Social Housing Grant Cuts Spark Debate In Northern Ireland

A major reduction in public grants for social housing developers has drawn sharp criticism and cautious optimism, with thousands waiting for homes and the sector facing tough financial choices.

On Monday, October 27, 2025, Communities Minister Gordon Lyons unveiled a sweeping set of changes to the funding model for new social housing developments in Northern Ireland—a move that has sparked both praise and concern across the political and housing sectors. The announcement, which reduces the grant paid to housing associations for constructing new social homes, comes at a time when nearly 50,000 people are on the waiting list for social housing, underscoring the urgency and sensitivity of any policy shift in this area.

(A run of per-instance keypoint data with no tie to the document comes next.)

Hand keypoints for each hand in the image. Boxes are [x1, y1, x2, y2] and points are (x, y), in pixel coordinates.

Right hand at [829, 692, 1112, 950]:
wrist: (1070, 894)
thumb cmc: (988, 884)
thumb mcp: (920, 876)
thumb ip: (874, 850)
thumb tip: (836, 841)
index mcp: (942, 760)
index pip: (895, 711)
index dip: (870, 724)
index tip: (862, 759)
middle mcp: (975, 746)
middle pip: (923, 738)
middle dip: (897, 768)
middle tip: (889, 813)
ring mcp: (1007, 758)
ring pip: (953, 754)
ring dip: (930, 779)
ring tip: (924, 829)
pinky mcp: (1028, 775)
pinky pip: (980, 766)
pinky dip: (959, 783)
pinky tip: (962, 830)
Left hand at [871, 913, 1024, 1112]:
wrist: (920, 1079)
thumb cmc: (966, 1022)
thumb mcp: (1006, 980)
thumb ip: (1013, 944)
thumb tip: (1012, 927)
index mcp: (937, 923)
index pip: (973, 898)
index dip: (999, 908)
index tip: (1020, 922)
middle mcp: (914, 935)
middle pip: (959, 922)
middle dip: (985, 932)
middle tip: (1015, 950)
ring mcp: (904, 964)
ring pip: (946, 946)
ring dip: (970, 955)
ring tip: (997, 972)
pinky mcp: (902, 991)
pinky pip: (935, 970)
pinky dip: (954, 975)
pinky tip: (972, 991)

The core of the change is straightforward but significant: starting December 1, 2025, the average grant provided to housing associations to finance the building of a new social home will drop from 54% of the total cost to 46%. In certain areas already grappling with acute housing shortages—including parts of Belfast, Lisburn, and Castlereagh—the grant will cover just 42% of the cost. This reduction, Lyons argues, is necessary to stretch the department’s budget of over £177.5 million for the financial year as far as possible, with the goal of maximizing the number of new social homes built.

“Given the challenging financial context, I have made it clear that we must take an innovative approach to the funding of social homes,” Lyons said in his announcement, according to the Department for Communities. “These changes will achieve better value and more social homes for those who need them from the budget that my department provides towards new social housing.” He further emphasized that the changes will govern the Department’s support for social housing new builds from December 1, 2025, until the end of the 2026/27 financial year, providing “certainty and stability to Housing Associations.”

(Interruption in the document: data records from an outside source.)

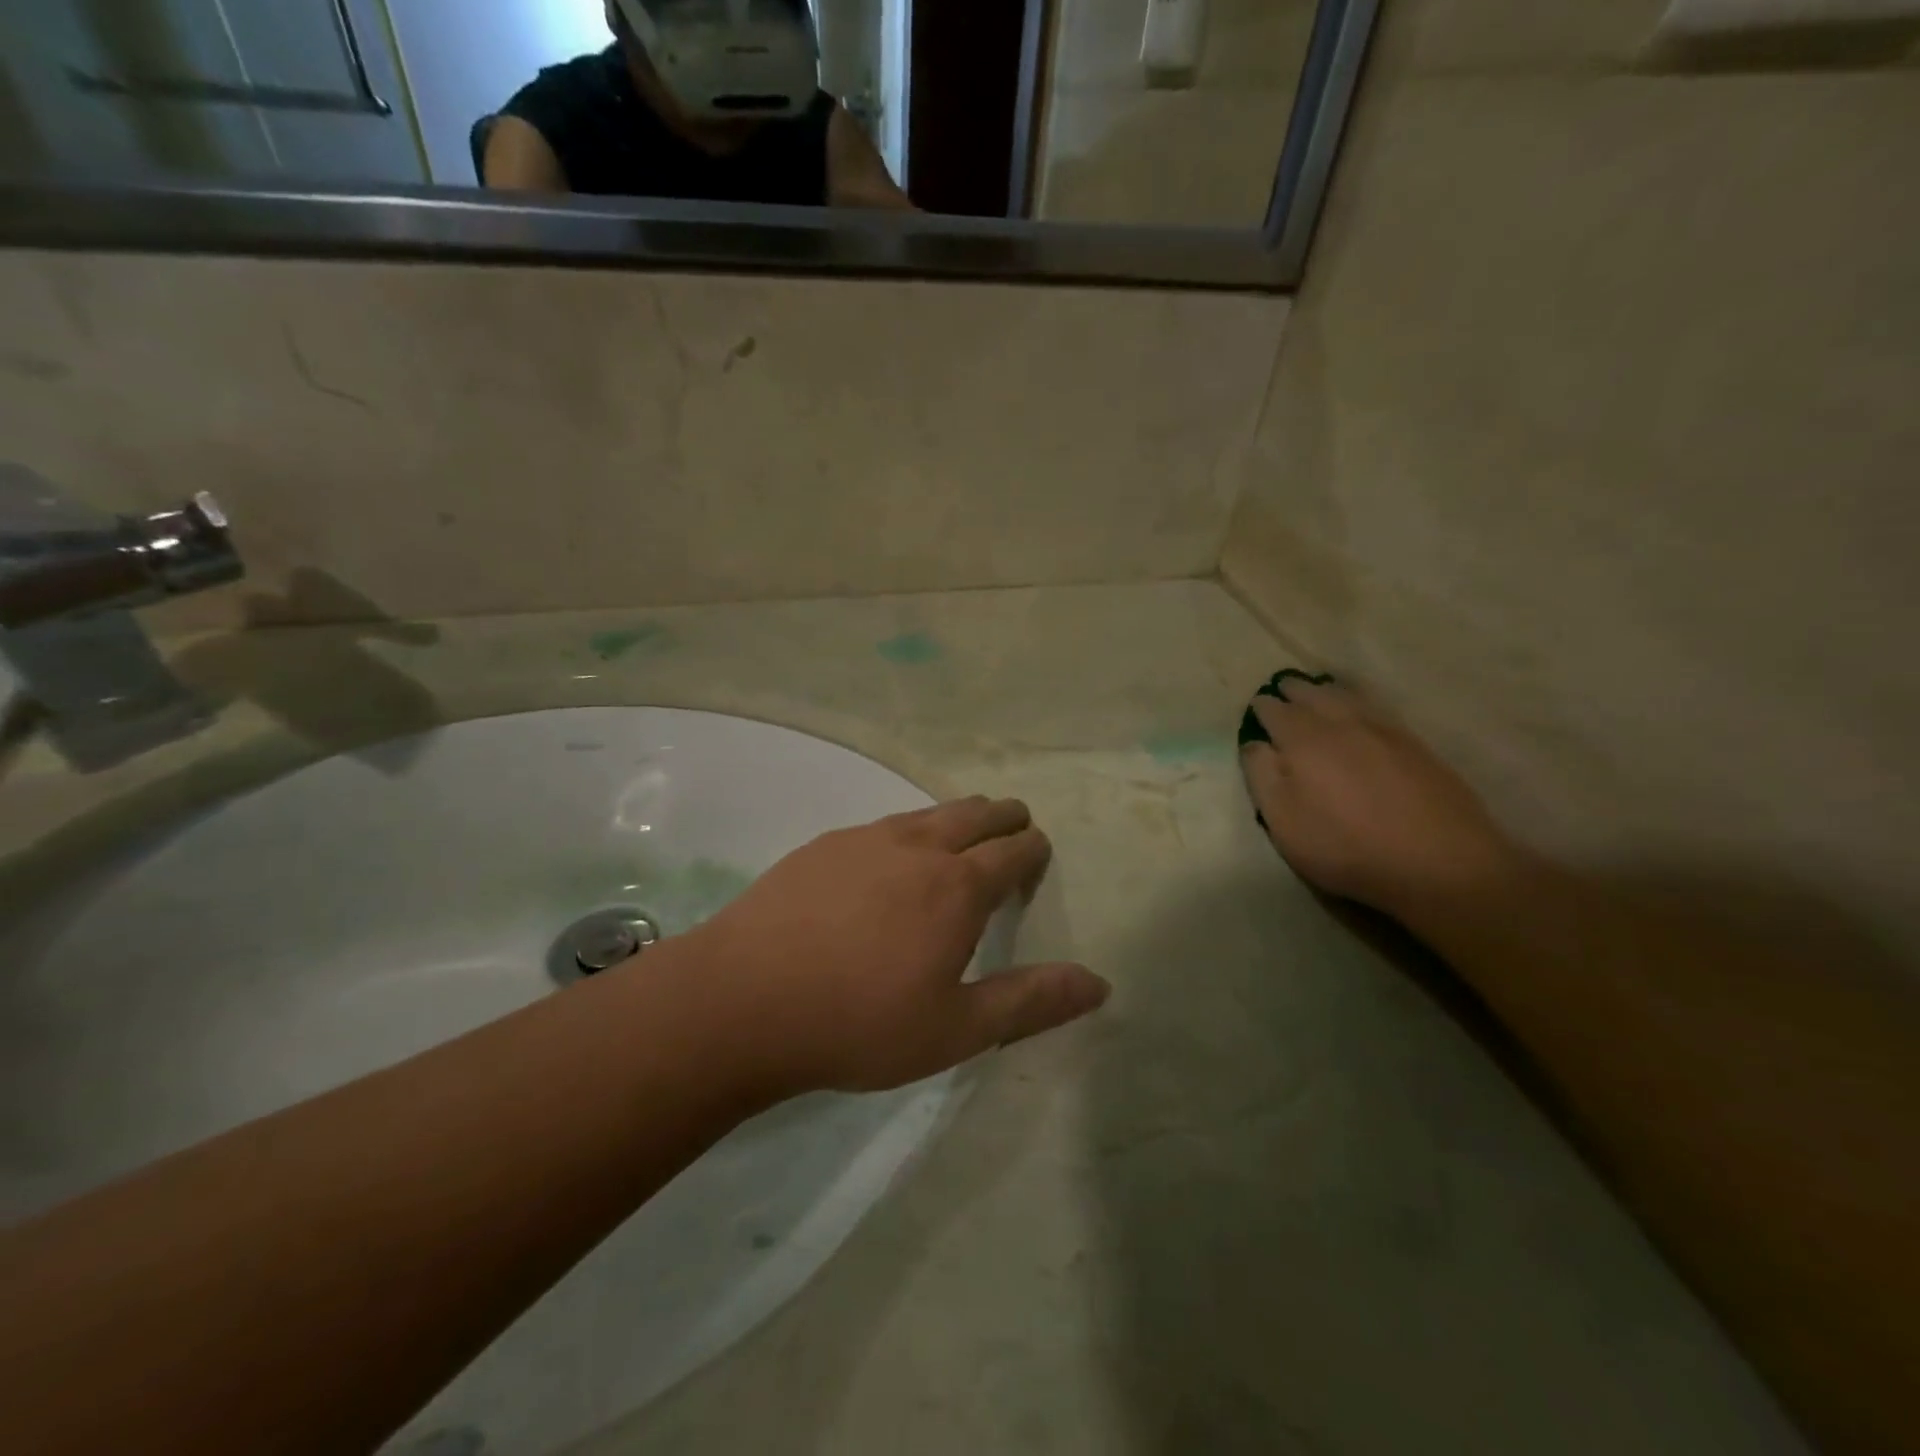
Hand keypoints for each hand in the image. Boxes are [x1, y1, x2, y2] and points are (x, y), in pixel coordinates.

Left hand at [665, 797, 1109, 1099]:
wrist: (742, 1001)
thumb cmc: (859, 1023)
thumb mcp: (956, 1029)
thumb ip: (1030, 1001)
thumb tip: (1098, 983)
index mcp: (958, 886)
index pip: (1014, 851)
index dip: (1033, 849)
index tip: (1038, 854)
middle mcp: (918, 847)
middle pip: (976, 814)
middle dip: (1004, 818)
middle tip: (1014, 827)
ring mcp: (865, 839)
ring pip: (929, 812)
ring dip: (957, 818)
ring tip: (963, 833)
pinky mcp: (823, 845)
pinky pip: (884, 824)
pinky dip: (908, 830)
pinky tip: (890, 857)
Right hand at [1240, 675, 1522, 918]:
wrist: (1440, 862)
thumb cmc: (1346, 846)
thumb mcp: (1284, 821)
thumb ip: (1262, 776)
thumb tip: (1254, 743)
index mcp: (1303, 740)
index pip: (1275, 711)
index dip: (1262, 707)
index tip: (1256, 707)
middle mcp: (1342, 723)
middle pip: (1313, 694)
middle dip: (1294, 690)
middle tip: (1284, 688)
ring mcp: (1384, 730)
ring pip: (1348, 696)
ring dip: (1327, 690)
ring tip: (1319, 690)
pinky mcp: (1416, 744)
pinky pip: (1378, 707)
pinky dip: (1360, 700)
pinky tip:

The minister also announced reviews of both the grant and the design standards for new social homes, aiming to ensure that the system remains responsive to economic realities such as construction costs, inflation, rent levels, and interest rates. The calculations behind the new grant rates account for a 13.7 percentage point increase in benchmark costs on average, reflecting these rising pressures, while the grant itself decreases by 7.7 percentage points.

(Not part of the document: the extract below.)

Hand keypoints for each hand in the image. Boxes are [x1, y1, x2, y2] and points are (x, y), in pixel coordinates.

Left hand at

But not everyone is convinced the changes will have the desired effect. The Northern Ireland Federation for Housing Associations has warned that the funding cuts may put some social housing projects in jeopardy, potentially leading to delays or even abandonment. Seamus Leheny, the federation’s chief executive, told BBC News NI, “It’s concerning, certainly for places like Belfast, Lisburn, Castlereagh where the rates have gone down to 42%. I think there’s a serious need for housing associations to do the sums on that, because there could be a lot of schemes in these areas that would be at risk of not proceeding.”

Local developer Agnes Crawford, chief executive of Grove Community Housing, echoed these concerns, describing the change as a “significant threat” to her planned development in north Belfast. “We were hoping to get out to tender this week to try and get spades in the ground before the end of March, so now with the announcement of the reduction in funding this means we’ll have to pause and recalculate the figures,” she explained to BBC News NI. “It makes the ability to get there all that more difficult. It means we’re heavily leaning on private finance and there’s a cost to that.”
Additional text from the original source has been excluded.